La violation de clauses statutaires

Il est instauré un principe général selon lequel la violation des statuts ne constitue pas une cause de nullité, sauf si la loi en dispose autrement (art. 1844-10, al. 4).

Une exception à ce principe en ce qui concerne les SAS. En effet, en raison de la souplesse d’organisation de cette forme de société, leurs statuts peuvent prévoir la nullité des décisions sociales prises en violation des règles qu’ils ont établies.
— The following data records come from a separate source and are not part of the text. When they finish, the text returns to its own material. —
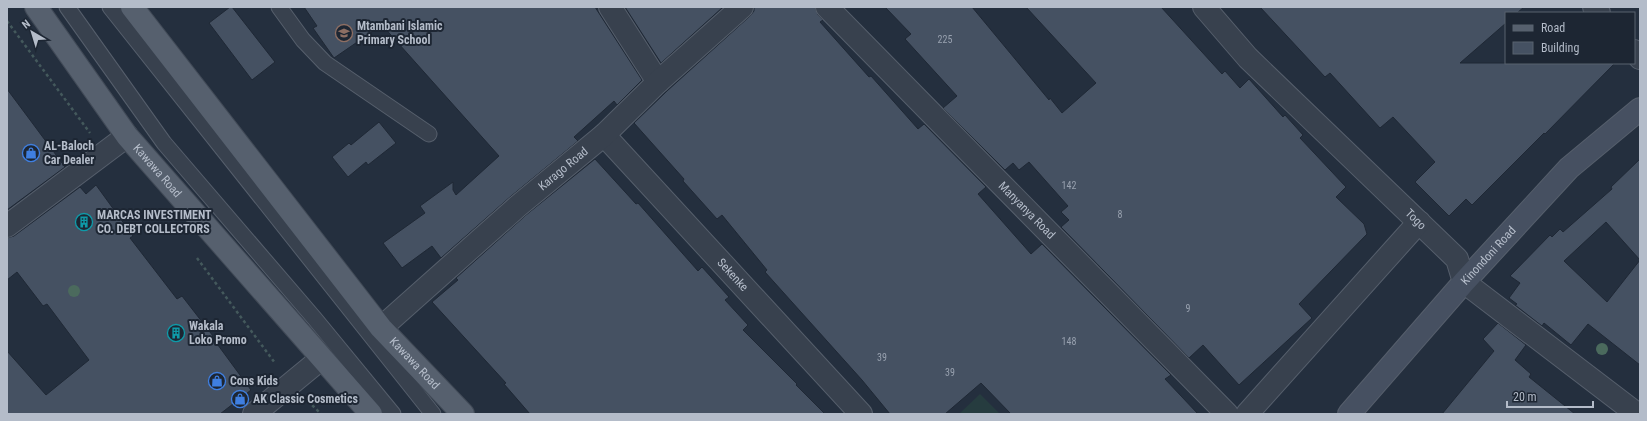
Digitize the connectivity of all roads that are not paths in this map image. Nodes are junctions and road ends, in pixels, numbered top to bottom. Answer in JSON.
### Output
{"nodes":[{"id":1,"x":36,"y":7,"type":"edge"},
{"id":2,"x":66,"y":7,"type":"edge"},
{"id":3,"x":110,"y":7,"type":"edge"},
{"id":4,"x":132,"y":7,"type":"edge"},
{"id":5,"x":279,"y":7,"type":"edge"},
{"id":6,"x":610,"y":7,"type":"edge"},
{"id":7,"x":742,"y":7,"type":"edge"},
{"id":8,"x":827,"y":7,"type":"edge"},
{"id":9,"x":1204,"y":7,"type":"edge"},
{"id":10,"x":658,"y":82,"type":"junction"},
{"id":11,"x":1640,"y":109,"type":"edge"},
{"id":12,"x":429,"y":134,"type":"dead end"},
{"id":13,"x":604,"y":135,"type":"junction"},
{"id":14,"x":127,"y":136,"type":"junction"},
{"id":15,"x":1419,"y":222,"type":"junction"},
{"id":16,"x":7,"y":226,"type":"edge"},
{"id":17,"x":1464,"y":282,"type":"junction"},
{"id":18,"x":381,"y":328,"type":"junction"},
{"id":19,"x":322,"y":358,"type":"junction"},
{"id":20,"x":254,"y":414,"type":"edge"},
{"id":21,"x":371,"y":414,"type":"edge"},
{"id":22,"x":393,"y":414,"type":"edge"},
{"id":23,"x":433,"y":414,"type":"edge"},
{"id":24,"x":463,"y":414,"type":"edge"},
{"id":25,"x":861,"y":414,"type":"edge"},
{"id":26,"x":1227,"y":414,"type":"edge"},
{"id":27,"x":1247,"y":414,"type":"edge"},
{"id":28,"x":1349,"y":414,"type":"edge"},
{"id":29,"x":1637,"y":414,"type":"edge"}],
"edges":[{"from":1,"to":14,"type":"main road","name":"Kawawa Road"},
{"from":2,"to":22,"type":"lane","name":"Kawawa Road"},
{"from":3,"to":23,"type":"lane","name":"Kawawa Road"},
{"from":4,"to":18,"type":"main road","name":"Kawawa Road"},
{"from":5,"to":12,"type":"lane"},
{"from":6,"to":10,"type":"street"},
{"from":7,"to":10,"type":"street","name":"Karago Road"},
{"from":8,"to":26,"type":"street","name":"Manyanya Road"},
{"from":9,"to":15,"type":"street","name":"Togo"},
{"from":10,"to":13,"type":"street","name":"Karago Road"},
{"from":11,"to":17,"type":"street","name":"Kinondoni Road"},
{"from":13,"to":18,"type":"street","name":"Karago Road"},
{"from":13,"to":25,"type":"street","name":"Sekenke"},
{"from":14,"to":16,"type":"street"},
{"from":14,"to":19,"type":"main road","name":"Kawawa Road"},
{"from":15,"to":17,"type":"street","name":"Togo"},
{"from":15,"to":27,"type":"street"},
{"from":17,"to":28,"type":"street","name":"Kinondoni Road"},
{"from":17,"to":29,"type":"street"},
{"from":18,"to":24,"type":"main road","name":"Kawawa Road"},
{"from":19,"to":20,"type":"street"},
{"from":19,"to":21,"type":"main road","name":"Kawawa Road"}]}
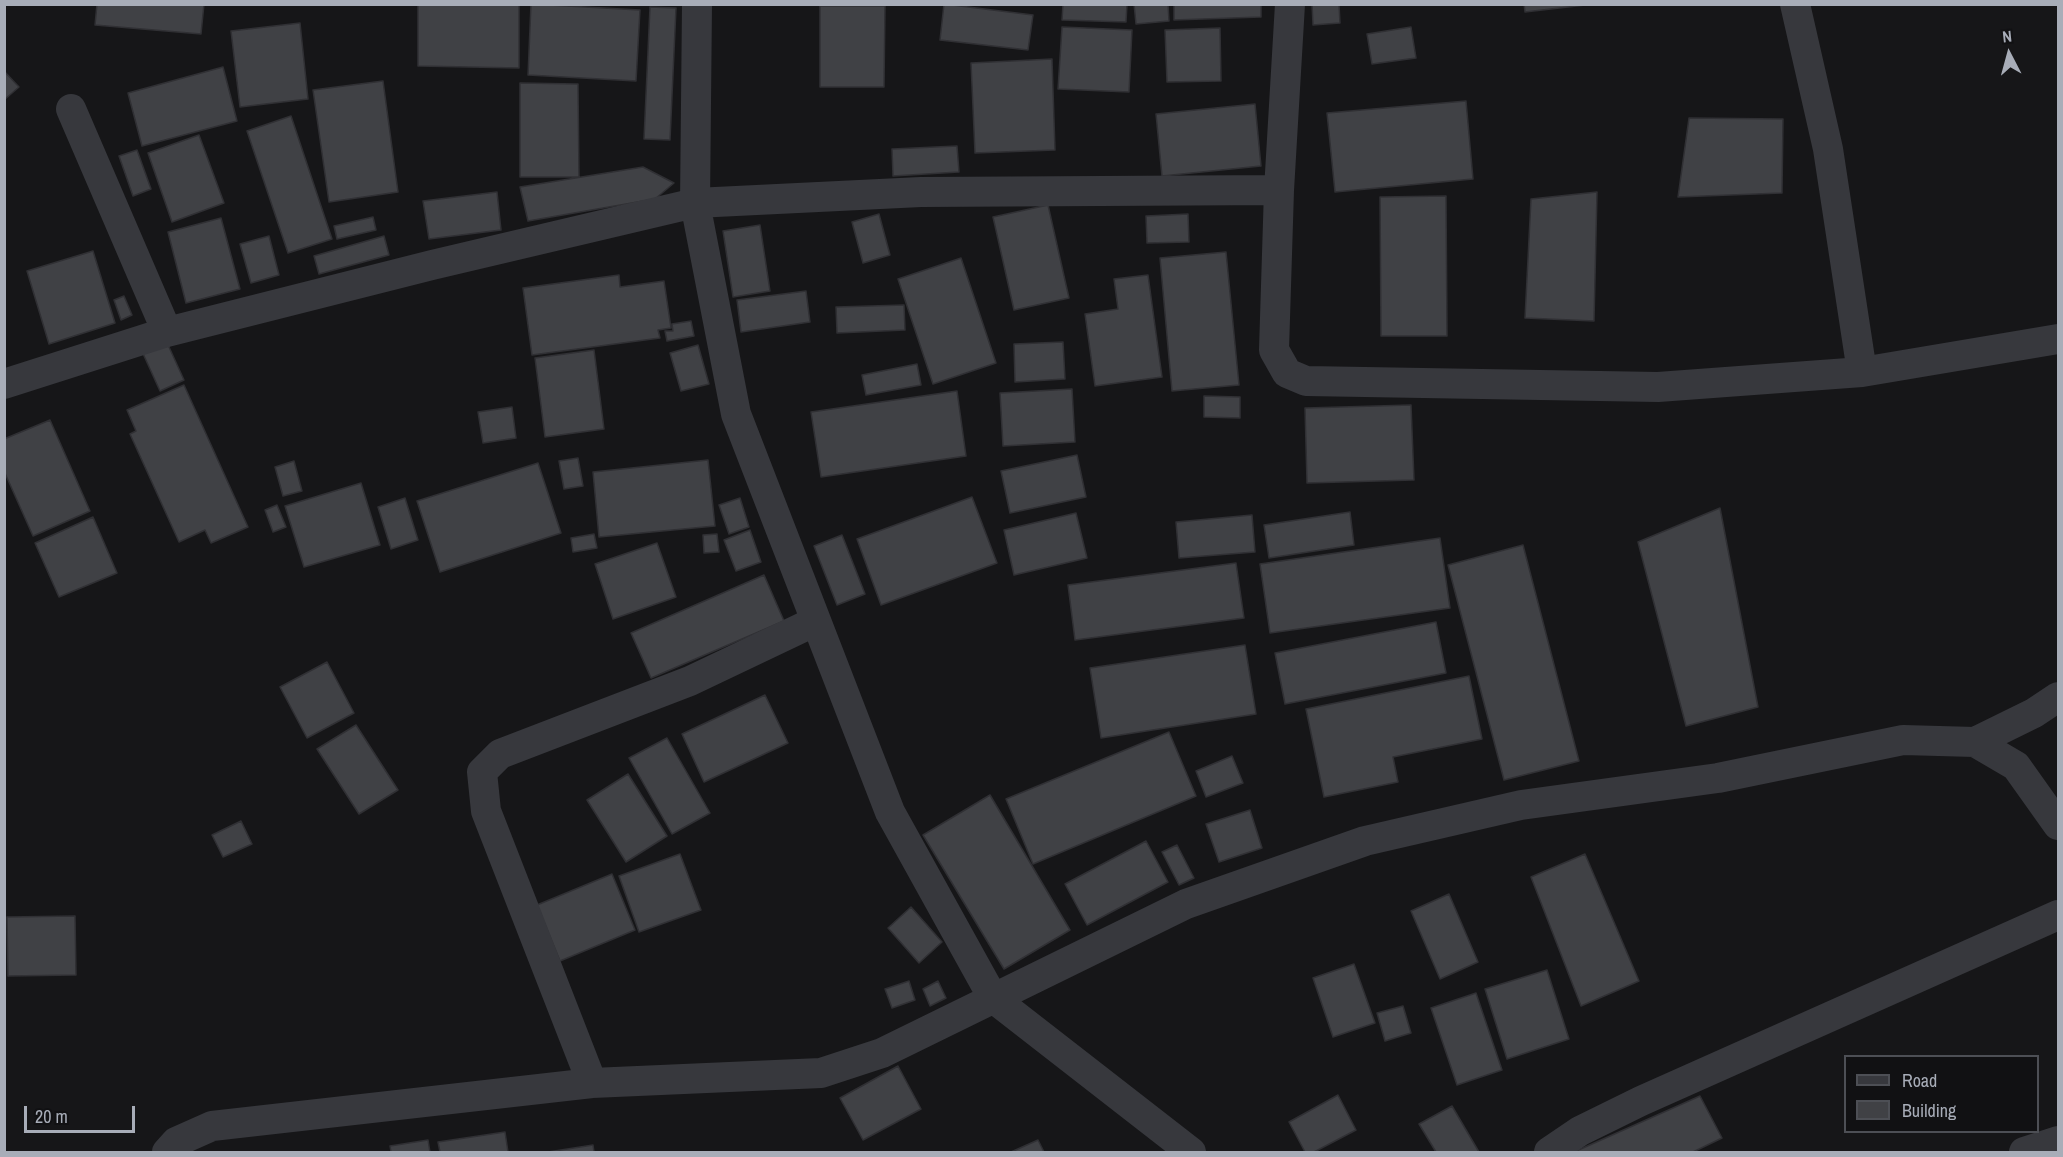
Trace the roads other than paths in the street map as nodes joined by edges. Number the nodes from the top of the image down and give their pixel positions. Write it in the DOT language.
graph roads {
  1 [pos="697,4"];
  2 [pos="1290,4"];
  3 [pos="1795,4"];
  4 [pos="70,108"];
  5 [pos="1279,190"];
  6 [pos="695,202"];
  7 [pos="167,332"];
  8 [pos="2058,339"];
  9 [pos="1862,372"];
  10 [pos="4,384"];
  11 [pos="816,621"];
  12 [pos="2058,698"];
  13 [pos="1976,742"];
  14 [pos="2058,825"];
  15 [pos="2058,915"];
  16 [pos="993,998"];
  17 [pos="592,1083"];
  18 [pos="2058,1141"];
  19 [pos="167,1152"];
  20 [pos="1191,1152"];
  21 [pos="1549,1152"];
  22 [pos="2024,1152"];
  1 -- 6 [label="street"];
  2 -- 5 [label="street"];
  3 -- 9 [label="street"];
  4 -- 7 [label="street"];
  5 -- 6 [label="street"];
  5 -- 9 [label="street"];
  6 -- 7 [label="street"];
  6 -- 11 [label="street"];
  7 -- 10 [label="street"];
  8 -- 9 [label="street"];
  11 -- 16 [label="street"];
  11 -- 17 [label="street"];
  12 -- 13 [label="street"];
  13 -- 14 [label="street"];
  13 -- 16 [label="street"];
  15 -- 21 [label="street"];
  16 -- 17 [label="street"];
  16 -- 20 [label="street"];
  17 -- 19 [label="street"];
  18 -- 22 [label="street"];
}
L’action en nullité qui pourrait en découler est alors mise en œuvre selon la procédure de « triple test ».

Pour conclure

Si la limitation de la portée de la nullité d’une décision peut avoir des répercussions bénéfiques sur la vie des affaires, il est légitime de penser que le recours au juge pour apprécier les critères qui permettent l’action en nullité peut freiner les velléités de nombreuses parties prenantes telles que les minoritaires.

(1) Directive 2017/1132 du 14 juin 2017.

(2) Ordonnance 2025-229 du 12 mars 2025, avec une entrée en vigueur au 1er octobre 2025, sauf en ce qui concerne la nomination d’un commissaire aux comptes ou d’un auditeur de durabilité qui entrera en vigueur au 1er janvier 2027.